**Exercise instructions**: Search the listing for the string "Gambetta". Copy every line that has it.
#### Source material
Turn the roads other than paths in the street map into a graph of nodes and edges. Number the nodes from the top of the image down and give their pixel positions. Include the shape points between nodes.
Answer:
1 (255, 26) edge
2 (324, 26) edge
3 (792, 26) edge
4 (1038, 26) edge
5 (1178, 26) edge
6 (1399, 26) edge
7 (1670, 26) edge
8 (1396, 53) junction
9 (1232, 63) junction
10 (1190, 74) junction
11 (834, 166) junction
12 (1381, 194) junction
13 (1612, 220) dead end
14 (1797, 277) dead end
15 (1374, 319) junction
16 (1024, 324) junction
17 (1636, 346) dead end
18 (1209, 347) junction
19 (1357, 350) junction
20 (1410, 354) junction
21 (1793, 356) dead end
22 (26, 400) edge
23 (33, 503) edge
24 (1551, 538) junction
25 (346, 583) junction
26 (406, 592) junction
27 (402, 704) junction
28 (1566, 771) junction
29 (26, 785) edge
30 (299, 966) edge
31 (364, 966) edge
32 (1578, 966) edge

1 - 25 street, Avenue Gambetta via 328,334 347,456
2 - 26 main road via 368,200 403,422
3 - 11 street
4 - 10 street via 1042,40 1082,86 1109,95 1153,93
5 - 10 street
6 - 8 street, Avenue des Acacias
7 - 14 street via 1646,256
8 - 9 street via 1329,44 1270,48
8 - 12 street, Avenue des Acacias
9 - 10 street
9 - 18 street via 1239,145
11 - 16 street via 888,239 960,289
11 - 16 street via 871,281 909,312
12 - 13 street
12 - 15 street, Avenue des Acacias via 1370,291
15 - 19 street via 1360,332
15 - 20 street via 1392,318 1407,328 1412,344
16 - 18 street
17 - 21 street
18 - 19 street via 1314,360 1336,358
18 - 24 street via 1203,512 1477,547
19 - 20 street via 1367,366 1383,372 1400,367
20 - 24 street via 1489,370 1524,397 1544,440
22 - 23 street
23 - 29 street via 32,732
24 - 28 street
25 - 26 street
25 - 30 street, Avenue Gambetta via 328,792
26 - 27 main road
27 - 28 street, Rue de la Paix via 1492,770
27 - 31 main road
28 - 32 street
########
**Written solution**:
1 - 25 street, Avenue Gambetta via 328,334 347,456
25 - 30 street, Avenue Gambetta via 328,792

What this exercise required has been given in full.